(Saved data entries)
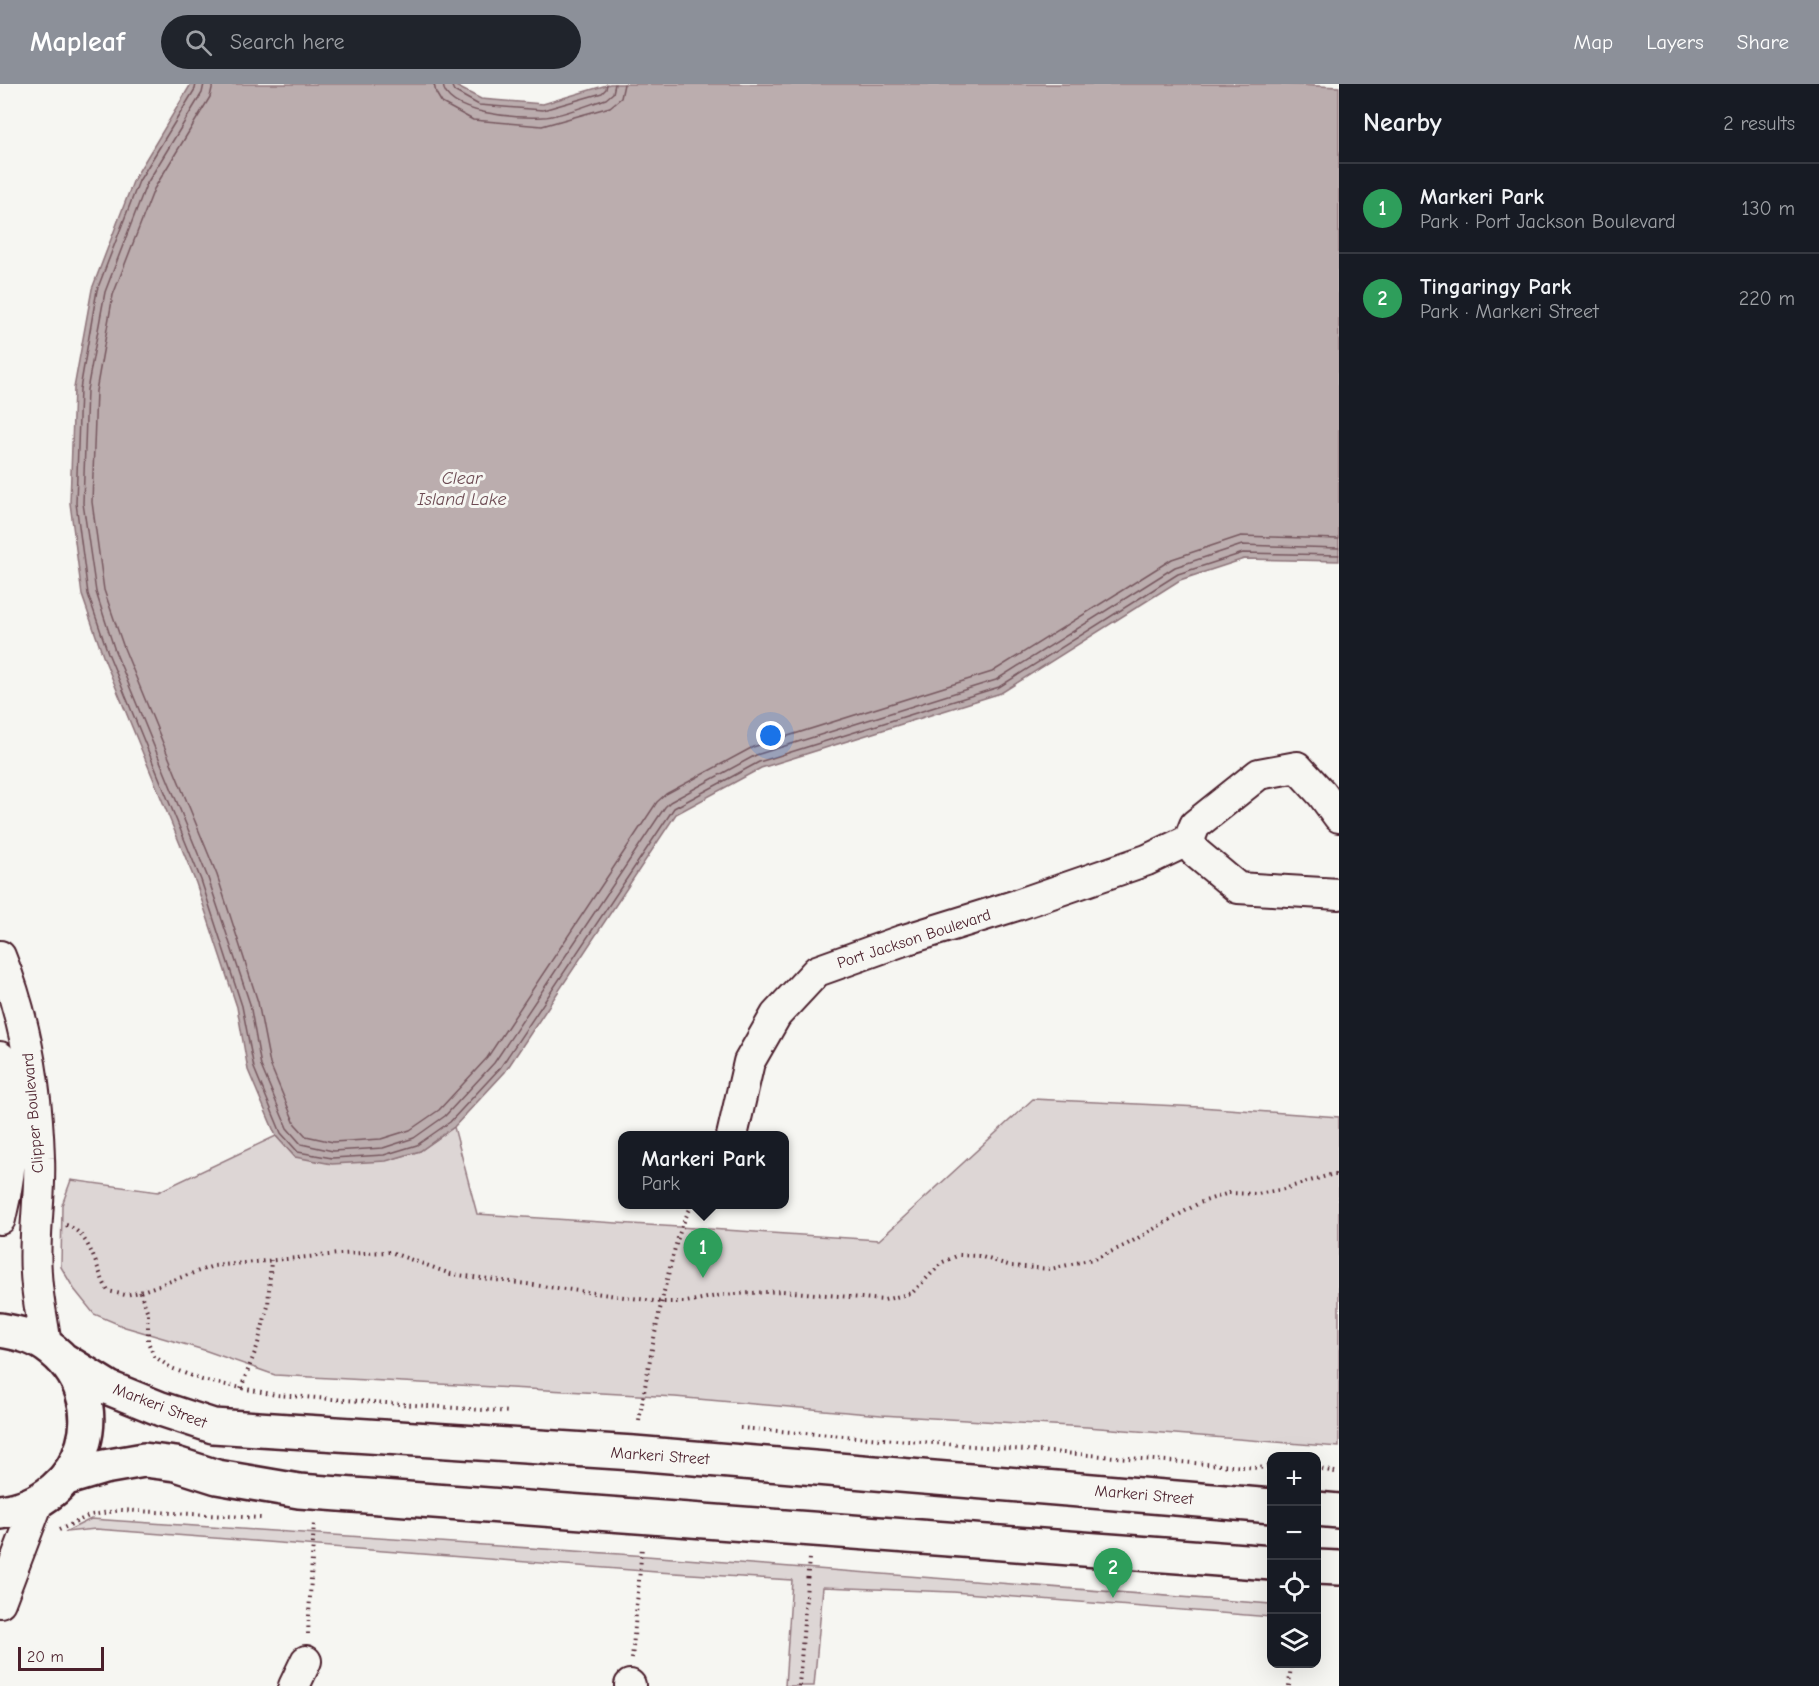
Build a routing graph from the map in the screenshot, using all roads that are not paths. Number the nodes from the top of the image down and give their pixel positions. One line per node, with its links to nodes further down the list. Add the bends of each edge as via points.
1 (1339, 817): 2 (street, via 1297,767 1259,774 1195,825)
2 (1189, 840): 3 (street, via 1195,852 1238,888); 6 (street, Port Jackson Boulevard, via 1136,864 817,971 776,1015 749,1062)
3 (1339, 894)
4 (0, 956): 9 (street, Clipper Boulevard, via 27,1046 40,1159 36,1272)
5 (0, 1057): 7 (street, Clipper Boulevard, via 9,1093 11,1135)
6 (733, 1131)
7 (0, 1219)
8 (0, 1330): 9 (main road, Markeri Street, via 24,1334)
9 (54, 1352): 10 (main road, via 77,1380 85,1404 87,1430 80,1455); 12 (main road, Markeri Street, via 109,1388 213,1426 634,1453)
10 (67, 1478): 11 (main road); 16 (main road, via 144,1460 299,1491)
11 (38, 1502): 15 (main road); 19 (street)
12 (1267, 1506)
13 (1321, 1509): 14 (main road)
14 (1339, 1511)
15 (0, 1512)
16 (1267, 1563)
17 (1321, 1567): 18 (main road)
18 (1339, 1568)
19 (0, 1602)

Directions for this task:
A complete and exact copy of the records is required. Exclude the pictures.

Solution for this exercise:
Build a routing graph from the map in the screenshot, using all roads that are not paths. Number the nodes from the top of the image down and give their pixel positions. One line per node, with its links to nodes further down the list. Add the bends of each edge as via points.
1 (1339, 817): 2 (street, via 1297,767 1259,774 1195,825)
2 (1189, 840): 3 (street, via 1195,852 1238,888); 6 (street, Port Jackson Boulevard, via 1136,864 817,971 776,1015 749,1062)
3 (1339, 894)
4 (0, 956): 9 (street, Clipper Boulevard, via 27,1046 40,1159 36,1272)
5 (0, 1057): 7 (street, Clipper Boulevard, via 9,1093 11,1135)
6 (733, 1131)
7 (0, 1219)
8 (0, 1330): 9 (main road, Markeri Street, via 24,1334)
9 (54, 1352): 10 (main road, via 77,1380 85,1404 87,1430 80,1455); 12 (main road, Markeri Street, via 109,1388 213,1426 634,1453)
10 (67, 1478): 11 (main road); 16 (main road, via 144,1460 299,1491)
11 (38, 1502): 15 (main road); 19 (street)
12 (1267, 1506)
13 (1321, 1509): 14 (main road)
14 (1339, 1511)
15 (0, 1512)
16 (1267, 1563)
17 (1321, 1567): 18 (main road)
18 (1339, 1568)
19 (0, 1602)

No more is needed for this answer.